You get a total of three and a half hours to make your dish, and you can make it up to three times to hand in your best attempt. You have to make your recipe just as you submitted it (no cilantro!), and you’re welcome to pass out samples from the batches you don’t turn in. (The Averie Sunshines are all over this.) After you hand in your best version, you’re whisked (ha!) to a “confessional booth,” ostensibly to tape for posterity your secret fear that your beignets were perhaps just a tad too flaky.

I spend my time circling the six locals spread out across the ballroom, watching as Christine the Artiste airily sprinkles grated lime peel and coconut on her fudge, and Julie the Italian Grandmother, dressed in blinding margarine yellow and wearing a Doughboy pin for luck, meticulously spoons Smuckers jam onto her just-baked breakfast loaf. (She makes the sign of the cross before taking it to the judges.) Across the floor, her husband Joe (see?) is waving. “This is easier,” he says of being a spectator. “This is like the gladiators!”

As I witness Kristen’s growing French toast crisis, I turn to Oven #80, where Kentucky nurse Debbie Rowe is preparing her Apple Pie Breakfast Bake. I inquire if she’s the same Debbie Rowe who was married to Michael Jackson. To my deep disappointment, she is not.

As more and more dishes are submitted, I begin to wonder about the judges, tucked away in a secret room eating all of these tarts, muffins, pastries, pizzas and sandwiches. I mean, there are five coffee cakes alone in contention. I am led to believe the judges are split up into teams so nobody explodes. But still. Talk about carb-loading.

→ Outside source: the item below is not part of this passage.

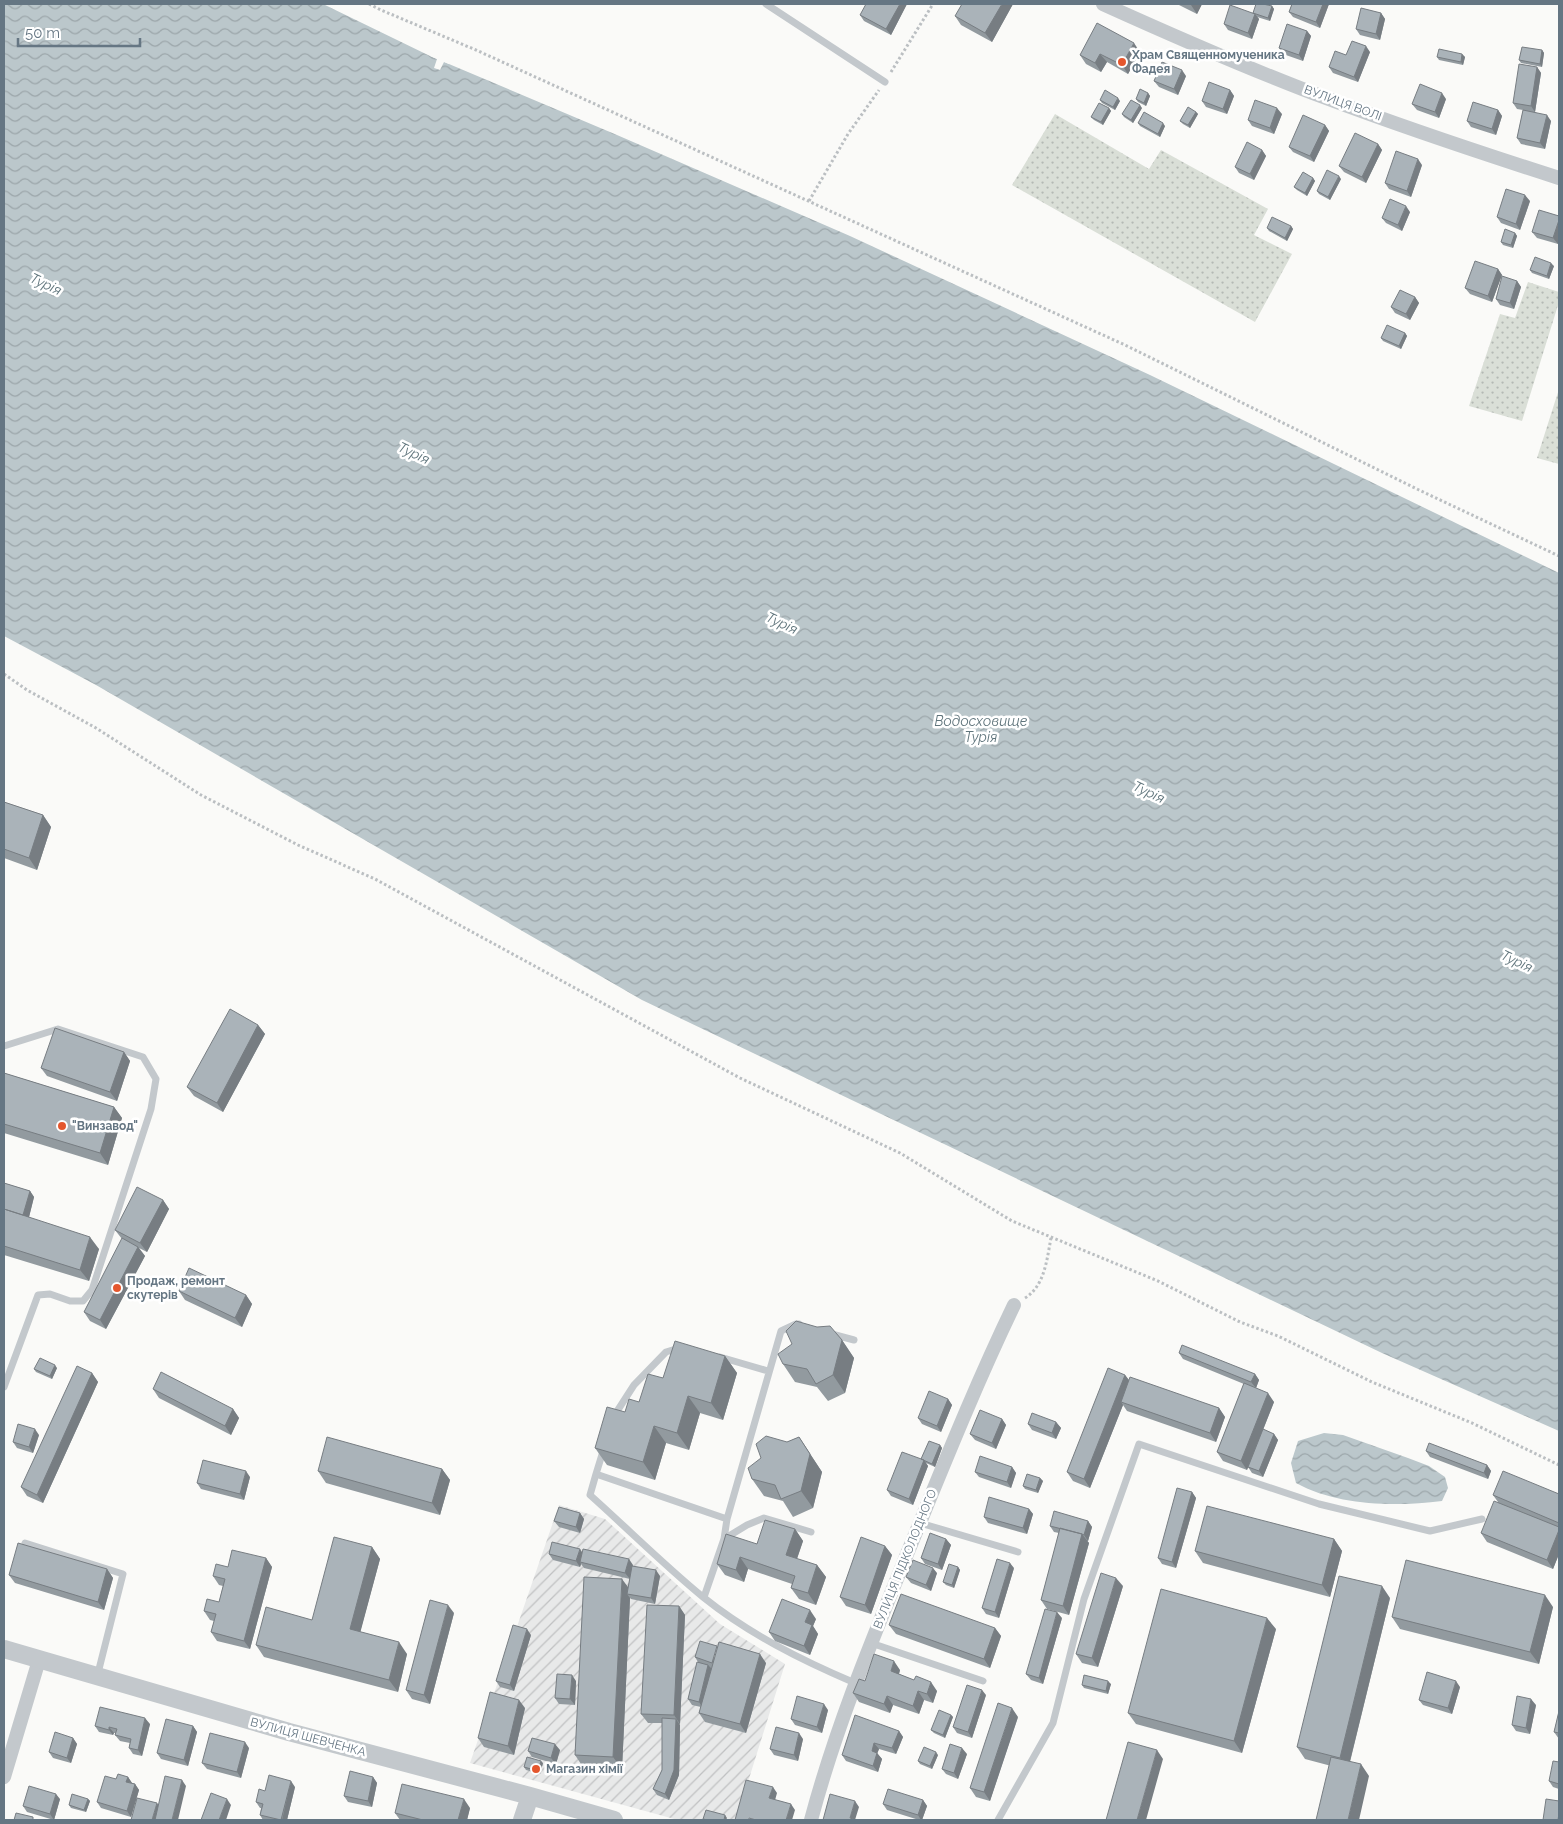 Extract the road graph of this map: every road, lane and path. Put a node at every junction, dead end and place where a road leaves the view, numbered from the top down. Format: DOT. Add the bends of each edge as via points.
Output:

Over at Oven #88, Lynn the Cafeteria Aide is flipping her quinoa pancakes, which she will eventually garnish with berry preserves in the shape of a capital “P,” for Pillsbury. To me the touch seems a little schoolgirlish, but then, who knows what turns the judges’ heads? In her rose blouse and big pearls, Lynn projects the aura of a museum board member, or perhaps a matron of the Kennedy family. Cooking on three hours’ sleep, she’s trying to calm herself down: “I keep saying to myself, Why are you so nervous? It’s a pancake.”

As I pass a Georgia woman’s array of incredible-looking German chocolate doughnuts, I see Brett the Flight Attendant putting the finishing touches on his chocolate torte. Like Kristen, he’s made three but is submitting #2, though in his case he seems a lot more confident, if just as flustered. (So much for floating around the floor and enjoying it.) His position at Oven #1, right by the spectator area, along with his celebrity status has made his station a beehive for blogger snapshots and audience whooping. (And yes, there is whooping from the audience. Regularly.) Just before 11 a.m. he turns in his torte, and is quickly followed by a camera crew asking for an interview.

Will it win? Or will it be the Malted Milk Ball Peanut Butter Cream Squares? Perhaps the Upside Down Tomato Basil and Chicken Tartlets? The Mini Italian Shepherd’s Pies? The Cranberry Orange Dark Chocolate Flatbread? Lynn’s quinoa pancakes with the special “P” logos?

“You know, in other years I left thinking, ‘I could have done that better,’” Brett tells me afterward. “But this year, I did it exactly the way I wanted.” As I eavesdrop on the other contestants, it’s clear he has reason to be satisfied: Many pick him to win.